Anastasia features a book by four-time Tony winner Terrence McNally (Kiss of the Spider Woman, Love! Valour! Compassion!) and music and lyrics by Tony winners Stephen Flaherty and Lynn Ahrens, the same trio that turned E. L. Doctorow’s Ragtime into a hit musical in 1998; Flaherty and Ahrens wrote the score for the animated film, and six of those songs, including the Oscar-nominated “Journey to the Past,” are in the Broadway show, along with sixteen new tunes. Neither of the Fox films was completely true to the real story of the Romanovs and Anastasia, and McNally has fiddled with the truth as well, but this is not historical fiction as much as romantic fantasy.

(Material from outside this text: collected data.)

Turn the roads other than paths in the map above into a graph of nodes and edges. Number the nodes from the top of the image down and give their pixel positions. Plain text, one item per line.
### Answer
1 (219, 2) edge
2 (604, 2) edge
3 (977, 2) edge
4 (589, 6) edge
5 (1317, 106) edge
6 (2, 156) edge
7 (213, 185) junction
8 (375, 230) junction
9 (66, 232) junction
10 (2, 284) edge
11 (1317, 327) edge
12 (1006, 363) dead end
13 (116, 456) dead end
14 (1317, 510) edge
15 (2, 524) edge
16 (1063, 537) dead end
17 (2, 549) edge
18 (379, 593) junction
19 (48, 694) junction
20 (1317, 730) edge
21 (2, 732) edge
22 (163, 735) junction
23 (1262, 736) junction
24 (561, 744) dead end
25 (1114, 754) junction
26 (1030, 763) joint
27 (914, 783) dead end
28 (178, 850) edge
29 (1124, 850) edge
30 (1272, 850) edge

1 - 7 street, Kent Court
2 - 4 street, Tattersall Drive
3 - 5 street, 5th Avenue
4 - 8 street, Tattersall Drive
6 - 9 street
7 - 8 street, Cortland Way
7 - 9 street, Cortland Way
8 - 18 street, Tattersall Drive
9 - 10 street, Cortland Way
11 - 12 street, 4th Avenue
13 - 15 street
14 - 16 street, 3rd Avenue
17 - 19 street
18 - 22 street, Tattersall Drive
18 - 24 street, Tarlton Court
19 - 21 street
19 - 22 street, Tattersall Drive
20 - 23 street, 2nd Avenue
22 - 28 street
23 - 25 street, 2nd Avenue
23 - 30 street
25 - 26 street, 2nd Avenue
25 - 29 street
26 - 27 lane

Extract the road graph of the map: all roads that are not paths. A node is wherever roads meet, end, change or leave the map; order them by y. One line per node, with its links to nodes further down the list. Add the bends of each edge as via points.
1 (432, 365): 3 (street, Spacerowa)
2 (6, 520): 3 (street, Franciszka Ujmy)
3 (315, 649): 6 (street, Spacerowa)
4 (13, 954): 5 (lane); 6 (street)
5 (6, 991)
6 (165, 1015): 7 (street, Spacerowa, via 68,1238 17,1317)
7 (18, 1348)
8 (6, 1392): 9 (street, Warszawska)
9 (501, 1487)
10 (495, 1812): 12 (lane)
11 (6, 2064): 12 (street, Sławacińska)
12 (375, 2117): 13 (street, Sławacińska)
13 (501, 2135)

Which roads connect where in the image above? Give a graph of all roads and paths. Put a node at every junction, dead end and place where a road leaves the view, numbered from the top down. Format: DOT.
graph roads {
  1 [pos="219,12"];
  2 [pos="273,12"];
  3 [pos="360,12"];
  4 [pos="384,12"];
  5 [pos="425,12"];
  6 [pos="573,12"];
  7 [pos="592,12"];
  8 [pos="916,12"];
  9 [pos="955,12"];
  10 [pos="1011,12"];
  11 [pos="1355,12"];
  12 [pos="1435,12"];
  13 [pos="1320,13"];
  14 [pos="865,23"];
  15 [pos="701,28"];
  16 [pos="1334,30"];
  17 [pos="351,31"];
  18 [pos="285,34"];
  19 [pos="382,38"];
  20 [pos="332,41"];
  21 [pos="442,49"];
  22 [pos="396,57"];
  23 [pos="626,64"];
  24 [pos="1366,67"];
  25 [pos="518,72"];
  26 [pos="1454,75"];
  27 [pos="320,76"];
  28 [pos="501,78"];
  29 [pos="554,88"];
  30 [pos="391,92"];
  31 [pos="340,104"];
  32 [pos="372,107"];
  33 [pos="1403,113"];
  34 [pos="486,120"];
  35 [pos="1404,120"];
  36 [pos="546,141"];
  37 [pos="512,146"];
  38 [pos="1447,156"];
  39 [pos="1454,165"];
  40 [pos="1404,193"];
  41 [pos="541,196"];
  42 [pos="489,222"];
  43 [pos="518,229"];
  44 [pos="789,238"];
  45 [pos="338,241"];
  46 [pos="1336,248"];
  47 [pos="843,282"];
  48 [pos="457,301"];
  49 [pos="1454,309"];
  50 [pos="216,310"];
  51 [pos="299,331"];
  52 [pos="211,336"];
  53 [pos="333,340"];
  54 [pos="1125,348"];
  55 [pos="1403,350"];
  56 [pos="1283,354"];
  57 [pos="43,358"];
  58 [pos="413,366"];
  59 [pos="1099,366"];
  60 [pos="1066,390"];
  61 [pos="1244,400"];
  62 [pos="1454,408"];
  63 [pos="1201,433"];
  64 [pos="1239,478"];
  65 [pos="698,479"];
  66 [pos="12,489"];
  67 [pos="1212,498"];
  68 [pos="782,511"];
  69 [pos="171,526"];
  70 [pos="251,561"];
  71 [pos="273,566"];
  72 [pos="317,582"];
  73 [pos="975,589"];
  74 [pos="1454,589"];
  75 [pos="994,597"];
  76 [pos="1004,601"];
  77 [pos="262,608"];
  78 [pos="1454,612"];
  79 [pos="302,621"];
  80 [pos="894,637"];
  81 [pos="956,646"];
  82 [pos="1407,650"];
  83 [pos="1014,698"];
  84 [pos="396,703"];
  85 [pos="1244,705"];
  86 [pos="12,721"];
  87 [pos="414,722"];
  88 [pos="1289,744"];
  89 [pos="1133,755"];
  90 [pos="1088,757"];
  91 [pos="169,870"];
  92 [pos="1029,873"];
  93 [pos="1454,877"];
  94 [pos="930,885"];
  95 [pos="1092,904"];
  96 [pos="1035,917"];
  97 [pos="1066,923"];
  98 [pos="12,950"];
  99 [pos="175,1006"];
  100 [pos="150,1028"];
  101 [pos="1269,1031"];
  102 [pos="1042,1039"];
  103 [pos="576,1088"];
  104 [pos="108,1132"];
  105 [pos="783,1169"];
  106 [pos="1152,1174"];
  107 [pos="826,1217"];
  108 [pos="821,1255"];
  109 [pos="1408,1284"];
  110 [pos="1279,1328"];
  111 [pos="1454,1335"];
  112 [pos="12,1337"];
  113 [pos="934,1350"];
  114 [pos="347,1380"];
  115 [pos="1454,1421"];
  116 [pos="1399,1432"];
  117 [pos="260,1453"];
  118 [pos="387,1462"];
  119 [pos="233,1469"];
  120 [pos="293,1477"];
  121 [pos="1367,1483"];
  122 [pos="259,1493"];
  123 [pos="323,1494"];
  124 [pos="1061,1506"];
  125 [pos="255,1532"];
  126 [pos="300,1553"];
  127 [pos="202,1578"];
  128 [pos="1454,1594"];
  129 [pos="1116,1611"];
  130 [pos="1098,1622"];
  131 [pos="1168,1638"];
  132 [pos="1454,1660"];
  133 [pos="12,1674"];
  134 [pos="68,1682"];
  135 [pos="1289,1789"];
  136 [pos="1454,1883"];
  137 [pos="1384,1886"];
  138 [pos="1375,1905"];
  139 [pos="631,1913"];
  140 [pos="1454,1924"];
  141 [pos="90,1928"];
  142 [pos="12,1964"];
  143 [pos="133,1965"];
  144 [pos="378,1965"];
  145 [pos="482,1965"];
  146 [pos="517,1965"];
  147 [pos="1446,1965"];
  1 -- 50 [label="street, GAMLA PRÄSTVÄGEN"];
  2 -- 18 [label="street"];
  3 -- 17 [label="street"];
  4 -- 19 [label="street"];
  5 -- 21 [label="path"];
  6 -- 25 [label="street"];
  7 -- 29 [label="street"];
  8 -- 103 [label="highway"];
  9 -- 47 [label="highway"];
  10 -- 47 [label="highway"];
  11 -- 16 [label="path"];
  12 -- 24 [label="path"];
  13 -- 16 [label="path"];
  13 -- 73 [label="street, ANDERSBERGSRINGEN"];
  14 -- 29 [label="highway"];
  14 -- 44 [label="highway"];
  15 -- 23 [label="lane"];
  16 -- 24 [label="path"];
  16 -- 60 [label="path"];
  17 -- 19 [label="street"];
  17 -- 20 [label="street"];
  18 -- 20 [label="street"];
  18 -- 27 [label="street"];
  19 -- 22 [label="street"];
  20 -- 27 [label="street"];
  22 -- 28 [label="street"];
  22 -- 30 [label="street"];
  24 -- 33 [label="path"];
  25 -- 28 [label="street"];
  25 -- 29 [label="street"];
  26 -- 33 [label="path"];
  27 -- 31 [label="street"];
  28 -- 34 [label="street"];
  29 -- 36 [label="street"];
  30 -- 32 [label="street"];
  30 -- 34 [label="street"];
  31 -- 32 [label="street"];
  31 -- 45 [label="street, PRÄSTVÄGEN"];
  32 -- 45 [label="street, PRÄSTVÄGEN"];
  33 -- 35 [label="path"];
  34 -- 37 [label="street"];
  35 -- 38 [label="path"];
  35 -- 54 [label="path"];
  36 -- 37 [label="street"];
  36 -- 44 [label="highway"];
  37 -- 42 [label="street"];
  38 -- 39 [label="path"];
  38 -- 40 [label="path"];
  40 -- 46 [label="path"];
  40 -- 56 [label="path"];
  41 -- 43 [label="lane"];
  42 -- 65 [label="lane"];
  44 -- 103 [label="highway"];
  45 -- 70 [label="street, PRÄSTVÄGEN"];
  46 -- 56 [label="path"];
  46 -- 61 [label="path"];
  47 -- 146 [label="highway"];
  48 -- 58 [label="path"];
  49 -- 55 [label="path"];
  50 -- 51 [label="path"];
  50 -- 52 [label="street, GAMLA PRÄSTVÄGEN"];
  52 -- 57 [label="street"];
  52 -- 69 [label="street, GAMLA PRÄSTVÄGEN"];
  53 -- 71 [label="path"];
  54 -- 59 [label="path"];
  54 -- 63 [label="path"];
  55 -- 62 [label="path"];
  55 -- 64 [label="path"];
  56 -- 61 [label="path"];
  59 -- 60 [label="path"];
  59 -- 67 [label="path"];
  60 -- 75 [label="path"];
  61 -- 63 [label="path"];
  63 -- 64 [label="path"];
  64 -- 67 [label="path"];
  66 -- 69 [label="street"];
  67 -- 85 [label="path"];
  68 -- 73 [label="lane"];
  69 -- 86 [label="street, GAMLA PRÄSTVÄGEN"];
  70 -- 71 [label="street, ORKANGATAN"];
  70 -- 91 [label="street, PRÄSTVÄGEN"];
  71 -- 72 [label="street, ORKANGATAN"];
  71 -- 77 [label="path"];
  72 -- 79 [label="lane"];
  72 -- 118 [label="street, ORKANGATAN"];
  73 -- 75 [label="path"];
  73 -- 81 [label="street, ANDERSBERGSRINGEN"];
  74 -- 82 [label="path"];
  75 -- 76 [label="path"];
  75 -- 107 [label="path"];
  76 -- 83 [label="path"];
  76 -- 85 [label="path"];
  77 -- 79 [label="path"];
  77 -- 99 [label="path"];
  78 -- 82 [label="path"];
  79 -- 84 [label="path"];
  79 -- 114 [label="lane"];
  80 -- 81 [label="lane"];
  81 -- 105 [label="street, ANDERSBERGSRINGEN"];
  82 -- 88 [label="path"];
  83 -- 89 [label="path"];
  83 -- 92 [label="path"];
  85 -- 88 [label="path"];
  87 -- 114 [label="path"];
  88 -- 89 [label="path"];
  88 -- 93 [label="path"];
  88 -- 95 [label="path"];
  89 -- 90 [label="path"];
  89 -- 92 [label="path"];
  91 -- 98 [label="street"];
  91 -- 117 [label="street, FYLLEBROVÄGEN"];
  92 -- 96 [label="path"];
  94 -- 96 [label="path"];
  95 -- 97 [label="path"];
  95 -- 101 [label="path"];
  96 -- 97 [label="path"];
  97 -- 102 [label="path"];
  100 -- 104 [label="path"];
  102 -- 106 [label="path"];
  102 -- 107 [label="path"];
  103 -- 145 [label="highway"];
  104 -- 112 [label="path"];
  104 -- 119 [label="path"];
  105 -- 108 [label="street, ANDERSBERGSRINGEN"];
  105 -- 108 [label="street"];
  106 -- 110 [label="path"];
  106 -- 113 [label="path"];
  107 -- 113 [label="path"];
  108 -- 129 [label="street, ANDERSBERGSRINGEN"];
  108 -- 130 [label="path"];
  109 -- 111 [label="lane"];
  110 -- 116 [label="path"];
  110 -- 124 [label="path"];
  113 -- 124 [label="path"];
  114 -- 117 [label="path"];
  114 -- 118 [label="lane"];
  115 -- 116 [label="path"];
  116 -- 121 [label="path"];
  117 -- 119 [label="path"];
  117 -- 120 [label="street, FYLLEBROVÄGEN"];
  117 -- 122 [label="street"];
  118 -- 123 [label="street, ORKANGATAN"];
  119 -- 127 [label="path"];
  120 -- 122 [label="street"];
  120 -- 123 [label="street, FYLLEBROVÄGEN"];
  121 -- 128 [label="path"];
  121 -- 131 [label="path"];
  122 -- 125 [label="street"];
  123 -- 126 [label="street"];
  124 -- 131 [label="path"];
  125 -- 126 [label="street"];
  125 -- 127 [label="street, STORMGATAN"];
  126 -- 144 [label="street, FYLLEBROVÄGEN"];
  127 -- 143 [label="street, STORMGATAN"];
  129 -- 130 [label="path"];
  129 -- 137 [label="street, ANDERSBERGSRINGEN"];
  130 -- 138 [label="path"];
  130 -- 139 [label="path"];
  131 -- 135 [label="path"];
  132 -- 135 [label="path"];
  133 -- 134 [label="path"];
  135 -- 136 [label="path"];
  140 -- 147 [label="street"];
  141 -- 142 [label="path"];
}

The Grand Duchess Anastasia (first played by Nicole Scimeca, then Molly Rushing and Christy Altomare as she grows up) is one of four daughters of Tsar Nicholas II (Constantine Germanacos) and Tsarina Alexandra (Lauren Blackman), who live in luxury in the royal palace, shut off from the real world. Old Russia is coming to an end, but the only one who seems to realize that is the tsar’s mother, the Dowager Empress (Mary Beth Peil), who decides to spend her declining years in Paris. The seven-year-old Anastasia wants to go with her beloved grandmother, who gives her a special music box to remember her by until Anastasia can come visit her. Ten years later, the Romanovs are still awash in elegance and finery when they are attacked during the Bolshevik revolution, as the Communists take control of Russia.

Vlad (John Bolton), the Countess Lily (Caroline O’Connor), and others celebrate their home country at a Paris nightclub in ANASTASIA (photo by Matt Murphy)

Vlad (John Bolton), the Countess Lily (Caroline O’Connor), and others celebrate their home country at a Paris nightclub in ANASTASIA (photo by Matt Murphy)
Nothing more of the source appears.